Work instruction: Each line of the data below must be reproduced without any change.

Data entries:
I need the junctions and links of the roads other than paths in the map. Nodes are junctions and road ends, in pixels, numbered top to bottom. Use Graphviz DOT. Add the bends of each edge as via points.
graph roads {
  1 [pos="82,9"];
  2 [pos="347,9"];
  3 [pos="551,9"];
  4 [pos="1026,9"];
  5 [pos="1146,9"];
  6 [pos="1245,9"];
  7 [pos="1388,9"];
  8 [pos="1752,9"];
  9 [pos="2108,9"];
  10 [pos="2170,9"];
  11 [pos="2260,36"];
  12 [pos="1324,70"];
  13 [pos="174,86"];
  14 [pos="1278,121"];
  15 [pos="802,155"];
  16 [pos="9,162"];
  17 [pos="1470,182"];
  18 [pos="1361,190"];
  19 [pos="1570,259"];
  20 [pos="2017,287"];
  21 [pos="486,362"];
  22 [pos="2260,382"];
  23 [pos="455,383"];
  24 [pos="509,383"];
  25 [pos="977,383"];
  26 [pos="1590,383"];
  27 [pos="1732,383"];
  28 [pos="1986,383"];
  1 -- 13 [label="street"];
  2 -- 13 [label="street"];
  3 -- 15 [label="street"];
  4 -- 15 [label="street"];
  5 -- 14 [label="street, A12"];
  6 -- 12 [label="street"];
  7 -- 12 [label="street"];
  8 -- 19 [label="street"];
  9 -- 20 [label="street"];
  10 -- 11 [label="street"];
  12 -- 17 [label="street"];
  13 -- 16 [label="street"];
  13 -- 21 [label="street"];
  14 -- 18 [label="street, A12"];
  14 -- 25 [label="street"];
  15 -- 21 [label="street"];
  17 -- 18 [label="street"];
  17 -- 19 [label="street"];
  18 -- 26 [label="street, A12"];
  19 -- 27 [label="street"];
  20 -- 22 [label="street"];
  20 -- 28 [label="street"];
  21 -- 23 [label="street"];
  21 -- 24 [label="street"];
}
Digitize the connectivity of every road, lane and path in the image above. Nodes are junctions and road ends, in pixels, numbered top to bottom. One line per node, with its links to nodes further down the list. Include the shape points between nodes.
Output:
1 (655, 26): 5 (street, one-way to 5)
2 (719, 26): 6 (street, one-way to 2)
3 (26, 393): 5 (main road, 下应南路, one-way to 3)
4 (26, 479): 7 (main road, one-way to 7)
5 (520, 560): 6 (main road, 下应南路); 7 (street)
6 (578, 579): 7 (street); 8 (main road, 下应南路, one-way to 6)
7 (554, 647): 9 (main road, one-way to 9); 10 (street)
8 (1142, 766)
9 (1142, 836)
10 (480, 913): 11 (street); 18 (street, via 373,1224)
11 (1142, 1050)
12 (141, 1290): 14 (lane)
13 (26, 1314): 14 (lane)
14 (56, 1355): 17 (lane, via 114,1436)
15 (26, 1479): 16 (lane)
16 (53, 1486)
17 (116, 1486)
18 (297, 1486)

Your response:
I need the junctions and links of the roads other than paths in the map. Nodes are junctions and road ends, in pixels, numbered top to bottom. Use Graphviz DOT. Add the bends of each edge as via points.
graph roads {
  1 [pos="82,9"];
  2 [pos="347,9"];
  3 [pos="551,9"];
  4 [pos="1026,9"];
  5 [pos="1146,9"];
  6 [pos="1245,9"];
  7 [pos="1388,9"];
  8 [pos="1752,9"];
  9 [pos="2108,9"];
  10 [pos="2170,9"];
  11 [pos="2260,36"];
  12 [pos="1324,70"];
  13 [pos="174,86"];
  14 [pos="1278,121"];
  15 [pos="802,155"];
  16 [pos="9,162"];
  17 [pos="1470,182"];
  18 [pos="1361,190"];
  19 [pos="1570,259"];
  20 [pos="2017,287"];
  21 [pos="486,362"];
  22 [pos="2260,382"];
  23 [pos="455,383"];
  24 [pos="509,383"];
  25 [pos="977,383"];
  26 [pos="1590,383"];
  27 [pos="1732,383"];
  28 [pos="1986,383"];
  1 -- 13 [label="street"];
  2 -- 13 [label="street"];
  3 -- 15 [label="street"];
  4 -- 15 [label="street"];
  5 -- 14 [label="street, A12"];
  6 -- 12 [label="street"];
  7 -- 12 [label="street"];
  8 -- 19 [label="street"];
  9 -- 20 [label="street"];
  10 -- 11 [label="street"];
  12 -- 17 [label="street"];
  13 -- 16 [label="street"];
  13 -- 21 [label="street"];
  14 -- 18 [label="street, A12"];
  14 -- 25 [label="street"];
  15 -- 21 [label="street"];
  17 -- 18 [label="street"];
  17 -- 19 [label="street"];
  18 -- 26 [label="street, A12"];
  19 -- 27 [label="street"];
  20 -- 22 [label="street"];
  20 -- 28 [label="street"];
  21 -- 23 [label="street"];
  21 -- 24 [label="street"];
}
Digitize the connectivity of every road, lane and path in the image above. Nodes are junctions and road ends, in pixels, numbered top to bottom. One line per node, with its links to nodes further down the list. Include the shape points between nodes.
Output:
1 (655, 26): 5 (street, one-way to 5)
2 (719, 26): 6 (street, one-way to 2)
3 (26, 393): 5 (main road, 下应南路, one-way to 3)
4 (26, 479): 7 (main road, one-way to 7)
5 (520, 560): 6 (main road, 下应南路); 7 (street)
6 (578, 579): 7 (street); 8 (main road, 下应南路, one-way to 6)
7 (554, 647): 9 (main road, one-way to 9); 10 (street)
8 (1142, 766)
9 (1142, 836)
10 (480, 913): 11 (street); 18 (street, via 373,1224)
11 (1142, 1050)
12 (141, 1290): 14 (lane)
13 (26, 1314): 14 (lane)
14 (56, 1355): 17 (lane, via 114,1436)
15 (26, 1479): 16 (lane)
16 (53, 1486)
17 (116, 1486)
18 (297, 1486)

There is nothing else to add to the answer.